I don’t think that academic psychology can be salvaged. Some of this critique has been around and ignored for at least 70 years. Even in cases where an effect has been widely discredited, it continues to be cited. For example, Kahneman mentions in his new book Noise that “If judges are hungry, they are tougher” referencing the famous study by Danziger et al. that presumably showed how susceptible judges are to hunger. The effect is fake: Dazinger and his colleagues simply overlooked the non-random scheduling of parole hearings.

However, everyone should have rejected the study without any additional analysis by simply looking at the effect size:

Source: Daniel Lakens

The study reported a drastic decline in favorable decisions, from 65% to nearly zero, over a session. This dramatic decline was attributed to the psychological effect of food. As Daniel Lakens correctly observes:

If hunger had an effect on our mental resources of this magnitude, our society would fall into minor chaos every day at 11:45 a.m.

The fact that this work has not only been accepted but is also cited in Kahneman's most recent book, should be enough to settle the question of whether academic psychology can be saved.

(Ego depletion is also fake but researchers whose careers depend on it are still trying to squeeze some blood out of this rock.)

With all of this in mind, it becomes apparent that at least 90% of papers in psychology fall into the category of Cargo Cult Science. Nobody seems to “lean over backwards” to expose flaws in their own paper ever. Instead, they obscure any flaws and attempt to exaggerate the magnitude of their findings as much as possible.

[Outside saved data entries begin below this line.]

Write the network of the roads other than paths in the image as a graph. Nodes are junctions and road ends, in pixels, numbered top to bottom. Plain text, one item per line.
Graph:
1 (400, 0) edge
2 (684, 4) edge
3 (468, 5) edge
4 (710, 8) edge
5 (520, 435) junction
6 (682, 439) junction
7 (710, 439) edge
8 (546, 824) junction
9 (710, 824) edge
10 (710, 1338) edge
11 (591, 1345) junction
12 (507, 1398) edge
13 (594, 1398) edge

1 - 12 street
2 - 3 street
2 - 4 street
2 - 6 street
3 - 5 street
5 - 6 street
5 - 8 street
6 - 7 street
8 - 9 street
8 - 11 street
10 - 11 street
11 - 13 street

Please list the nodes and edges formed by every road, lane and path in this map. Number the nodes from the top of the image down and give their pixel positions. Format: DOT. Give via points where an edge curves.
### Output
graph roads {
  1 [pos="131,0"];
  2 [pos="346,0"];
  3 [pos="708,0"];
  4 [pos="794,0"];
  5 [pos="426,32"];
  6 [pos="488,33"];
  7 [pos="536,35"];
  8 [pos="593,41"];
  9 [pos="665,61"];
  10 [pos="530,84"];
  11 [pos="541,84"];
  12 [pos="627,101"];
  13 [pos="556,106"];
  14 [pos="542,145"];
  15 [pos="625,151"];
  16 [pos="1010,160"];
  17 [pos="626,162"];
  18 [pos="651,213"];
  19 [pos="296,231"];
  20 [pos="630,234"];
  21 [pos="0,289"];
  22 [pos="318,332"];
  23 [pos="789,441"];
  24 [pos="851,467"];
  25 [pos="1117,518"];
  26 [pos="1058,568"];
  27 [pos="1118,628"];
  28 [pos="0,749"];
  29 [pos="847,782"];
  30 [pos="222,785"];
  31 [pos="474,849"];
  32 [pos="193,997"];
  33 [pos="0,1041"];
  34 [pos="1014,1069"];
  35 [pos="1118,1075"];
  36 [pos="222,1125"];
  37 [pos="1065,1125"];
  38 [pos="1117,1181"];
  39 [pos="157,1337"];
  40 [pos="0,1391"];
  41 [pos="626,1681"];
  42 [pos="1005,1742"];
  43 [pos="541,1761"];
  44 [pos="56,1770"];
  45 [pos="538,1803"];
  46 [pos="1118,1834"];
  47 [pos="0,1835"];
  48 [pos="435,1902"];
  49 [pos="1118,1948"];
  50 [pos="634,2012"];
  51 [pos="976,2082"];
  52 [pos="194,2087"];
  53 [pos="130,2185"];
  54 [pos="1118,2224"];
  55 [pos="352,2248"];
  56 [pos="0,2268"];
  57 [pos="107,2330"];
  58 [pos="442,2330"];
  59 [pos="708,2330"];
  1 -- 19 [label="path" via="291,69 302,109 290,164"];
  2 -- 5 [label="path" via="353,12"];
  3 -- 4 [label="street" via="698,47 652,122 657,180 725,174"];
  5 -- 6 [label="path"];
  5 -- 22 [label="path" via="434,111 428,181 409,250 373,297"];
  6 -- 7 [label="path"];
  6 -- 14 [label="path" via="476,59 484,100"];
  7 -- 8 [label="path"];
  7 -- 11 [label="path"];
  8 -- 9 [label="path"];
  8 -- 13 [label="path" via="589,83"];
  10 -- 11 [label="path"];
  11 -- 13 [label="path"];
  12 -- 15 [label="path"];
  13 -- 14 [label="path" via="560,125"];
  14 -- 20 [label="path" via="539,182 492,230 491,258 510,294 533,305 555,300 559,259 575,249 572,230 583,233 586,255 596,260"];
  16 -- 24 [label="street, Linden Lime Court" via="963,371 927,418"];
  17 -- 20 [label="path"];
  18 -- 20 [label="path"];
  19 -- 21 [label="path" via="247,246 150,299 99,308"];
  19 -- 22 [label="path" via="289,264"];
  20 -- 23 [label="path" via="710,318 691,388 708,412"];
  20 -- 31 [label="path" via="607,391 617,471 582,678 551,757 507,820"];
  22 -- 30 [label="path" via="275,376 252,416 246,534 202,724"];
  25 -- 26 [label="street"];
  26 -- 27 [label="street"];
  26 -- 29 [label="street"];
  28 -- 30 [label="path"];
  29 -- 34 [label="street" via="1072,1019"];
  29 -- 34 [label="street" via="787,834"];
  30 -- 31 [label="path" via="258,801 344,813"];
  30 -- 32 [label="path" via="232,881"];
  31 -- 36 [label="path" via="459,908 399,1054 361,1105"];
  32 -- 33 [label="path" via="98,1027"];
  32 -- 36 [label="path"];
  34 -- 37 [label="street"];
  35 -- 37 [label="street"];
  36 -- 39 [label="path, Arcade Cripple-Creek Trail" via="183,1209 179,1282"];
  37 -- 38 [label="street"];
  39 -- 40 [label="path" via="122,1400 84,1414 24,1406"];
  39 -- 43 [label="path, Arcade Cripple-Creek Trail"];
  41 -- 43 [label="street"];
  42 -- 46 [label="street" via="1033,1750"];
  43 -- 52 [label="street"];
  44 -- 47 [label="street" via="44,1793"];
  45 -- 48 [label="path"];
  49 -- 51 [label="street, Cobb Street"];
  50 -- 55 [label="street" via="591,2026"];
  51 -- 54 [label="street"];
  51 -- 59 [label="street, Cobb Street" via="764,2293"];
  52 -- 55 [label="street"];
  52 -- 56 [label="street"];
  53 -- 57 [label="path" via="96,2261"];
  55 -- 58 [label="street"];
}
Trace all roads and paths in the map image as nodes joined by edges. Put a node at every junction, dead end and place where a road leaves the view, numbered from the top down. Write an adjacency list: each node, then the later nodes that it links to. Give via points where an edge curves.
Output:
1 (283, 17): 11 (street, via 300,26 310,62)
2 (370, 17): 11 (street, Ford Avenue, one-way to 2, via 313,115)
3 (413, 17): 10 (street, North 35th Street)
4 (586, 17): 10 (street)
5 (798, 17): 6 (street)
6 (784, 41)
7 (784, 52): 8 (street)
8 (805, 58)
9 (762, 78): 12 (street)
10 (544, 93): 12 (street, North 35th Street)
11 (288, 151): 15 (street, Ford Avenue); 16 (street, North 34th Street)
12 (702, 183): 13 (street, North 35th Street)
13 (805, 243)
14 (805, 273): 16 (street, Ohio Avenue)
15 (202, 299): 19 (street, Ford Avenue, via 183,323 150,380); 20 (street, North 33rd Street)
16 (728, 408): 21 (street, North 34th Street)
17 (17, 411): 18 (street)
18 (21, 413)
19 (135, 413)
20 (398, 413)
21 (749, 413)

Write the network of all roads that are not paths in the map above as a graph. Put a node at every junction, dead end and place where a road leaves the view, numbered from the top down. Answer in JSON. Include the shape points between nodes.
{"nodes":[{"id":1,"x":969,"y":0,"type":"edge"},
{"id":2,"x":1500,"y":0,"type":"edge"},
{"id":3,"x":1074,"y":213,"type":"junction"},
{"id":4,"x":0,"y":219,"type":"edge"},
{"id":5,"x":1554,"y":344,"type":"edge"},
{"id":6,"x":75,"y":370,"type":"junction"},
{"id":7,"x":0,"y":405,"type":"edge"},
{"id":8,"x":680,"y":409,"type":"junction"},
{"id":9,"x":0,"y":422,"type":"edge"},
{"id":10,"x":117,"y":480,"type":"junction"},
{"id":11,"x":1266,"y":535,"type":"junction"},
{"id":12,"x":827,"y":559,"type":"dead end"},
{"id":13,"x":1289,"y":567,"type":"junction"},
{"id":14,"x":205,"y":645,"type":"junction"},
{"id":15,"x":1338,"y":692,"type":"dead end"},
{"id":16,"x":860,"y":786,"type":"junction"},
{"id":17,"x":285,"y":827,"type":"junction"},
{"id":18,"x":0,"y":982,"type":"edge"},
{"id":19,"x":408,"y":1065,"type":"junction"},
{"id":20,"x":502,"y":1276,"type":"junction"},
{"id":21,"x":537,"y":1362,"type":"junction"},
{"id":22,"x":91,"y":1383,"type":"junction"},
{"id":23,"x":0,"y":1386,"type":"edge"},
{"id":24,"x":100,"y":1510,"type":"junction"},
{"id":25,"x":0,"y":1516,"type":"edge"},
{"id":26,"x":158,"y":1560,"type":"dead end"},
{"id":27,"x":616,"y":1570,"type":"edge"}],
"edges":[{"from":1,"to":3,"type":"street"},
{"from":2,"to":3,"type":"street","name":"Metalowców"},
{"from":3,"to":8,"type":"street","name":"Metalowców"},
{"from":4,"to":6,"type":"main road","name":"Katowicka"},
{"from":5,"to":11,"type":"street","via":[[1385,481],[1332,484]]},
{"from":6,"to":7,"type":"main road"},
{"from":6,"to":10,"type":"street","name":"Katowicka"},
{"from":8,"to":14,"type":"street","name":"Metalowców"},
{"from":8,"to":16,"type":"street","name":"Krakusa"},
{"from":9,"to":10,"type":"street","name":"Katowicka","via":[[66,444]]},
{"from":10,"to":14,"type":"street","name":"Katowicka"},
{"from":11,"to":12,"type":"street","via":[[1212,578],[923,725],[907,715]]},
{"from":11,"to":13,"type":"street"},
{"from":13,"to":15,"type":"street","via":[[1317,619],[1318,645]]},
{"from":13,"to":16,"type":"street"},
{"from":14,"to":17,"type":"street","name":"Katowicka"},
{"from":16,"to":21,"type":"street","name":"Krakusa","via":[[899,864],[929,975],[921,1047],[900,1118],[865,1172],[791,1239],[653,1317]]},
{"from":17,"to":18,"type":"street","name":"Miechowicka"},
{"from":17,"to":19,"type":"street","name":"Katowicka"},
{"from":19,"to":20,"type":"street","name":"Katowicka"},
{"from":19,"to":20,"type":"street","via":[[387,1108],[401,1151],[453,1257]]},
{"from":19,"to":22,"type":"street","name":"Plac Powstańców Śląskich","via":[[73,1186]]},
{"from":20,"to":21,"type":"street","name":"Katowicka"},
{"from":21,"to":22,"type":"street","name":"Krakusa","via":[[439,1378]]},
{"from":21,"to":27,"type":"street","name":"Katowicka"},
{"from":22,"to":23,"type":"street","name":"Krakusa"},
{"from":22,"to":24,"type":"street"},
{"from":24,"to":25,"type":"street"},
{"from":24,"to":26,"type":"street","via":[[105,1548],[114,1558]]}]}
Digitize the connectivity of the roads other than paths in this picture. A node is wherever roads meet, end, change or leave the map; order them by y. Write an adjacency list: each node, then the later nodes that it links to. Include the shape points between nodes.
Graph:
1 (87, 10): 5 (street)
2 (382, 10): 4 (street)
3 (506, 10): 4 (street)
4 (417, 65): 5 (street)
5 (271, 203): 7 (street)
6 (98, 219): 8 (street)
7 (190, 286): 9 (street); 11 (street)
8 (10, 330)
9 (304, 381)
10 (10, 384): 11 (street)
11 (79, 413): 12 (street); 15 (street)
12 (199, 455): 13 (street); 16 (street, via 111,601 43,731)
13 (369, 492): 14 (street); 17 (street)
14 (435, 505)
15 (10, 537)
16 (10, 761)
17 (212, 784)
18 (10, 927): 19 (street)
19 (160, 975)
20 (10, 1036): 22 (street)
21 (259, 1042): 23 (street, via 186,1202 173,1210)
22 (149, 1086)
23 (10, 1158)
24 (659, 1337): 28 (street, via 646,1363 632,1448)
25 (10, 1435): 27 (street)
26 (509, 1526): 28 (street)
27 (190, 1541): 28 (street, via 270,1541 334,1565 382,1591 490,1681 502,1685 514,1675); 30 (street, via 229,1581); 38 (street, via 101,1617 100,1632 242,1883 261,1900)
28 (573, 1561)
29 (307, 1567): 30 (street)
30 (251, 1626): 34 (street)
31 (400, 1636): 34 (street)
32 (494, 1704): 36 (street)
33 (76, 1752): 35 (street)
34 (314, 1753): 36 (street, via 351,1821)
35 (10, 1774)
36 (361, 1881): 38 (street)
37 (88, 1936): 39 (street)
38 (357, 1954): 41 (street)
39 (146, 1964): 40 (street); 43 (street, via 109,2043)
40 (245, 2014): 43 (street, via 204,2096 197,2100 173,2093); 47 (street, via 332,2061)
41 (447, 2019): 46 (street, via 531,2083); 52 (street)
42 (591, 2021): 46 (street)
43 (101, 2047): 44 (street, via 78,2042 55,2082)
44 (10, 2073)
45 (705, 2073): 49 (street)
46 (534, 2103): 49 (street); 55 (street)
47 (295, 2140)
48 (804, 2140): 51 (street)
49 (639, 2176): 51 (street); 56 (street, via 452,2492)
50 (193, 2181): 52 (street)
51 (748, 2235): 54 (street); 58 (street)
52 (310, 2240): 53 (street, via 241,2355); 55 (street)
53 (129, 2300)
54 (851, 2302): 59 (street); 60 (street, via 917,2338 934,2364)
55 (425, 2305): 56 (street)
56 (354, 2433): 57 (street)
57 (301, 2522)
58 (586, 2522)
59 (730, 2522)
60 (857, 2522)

The tiny fraction of psychology research that might hold genuine scientific value goes unnoticed because it doesn't generate sensational headlines conducive to popular science books. (For the record, I’m not convinced that such a fraction exists.) For instance, a friend of mine recently mentioned Neo-Piagetian theories of cognitive development. While I haven’t looked deeply into this area, and it may well have its own shortcomings, it appears to represent a segment of psychology that could, a least in theory, offer valuable scientific explanations. This contrasts starkly with the explanationless accumulation of correlations, biases, and survey data, which contribute nothing to our understanding of human psychology but make up the majority of the famous “research.”

I acknowledge that this paints a rather bleak and disheartening picture of the current academic landscape. Those who have read some of my other posts that touch upon the same subject – The Problem is Not Plagiarism, but Cargo Cult ScienceThe Religion of Science And Its ConsequencesA Skeptical Perspective on Quantum ComputingThe Truth Will Cost You Dearly – know that I attribute the state of academia to the way the system is set up, which limits the possible avenues for improvement considerably. For the time being, growing independent science funding seems like a valuable step. While this won't solve the problem, it is likely part of the solution.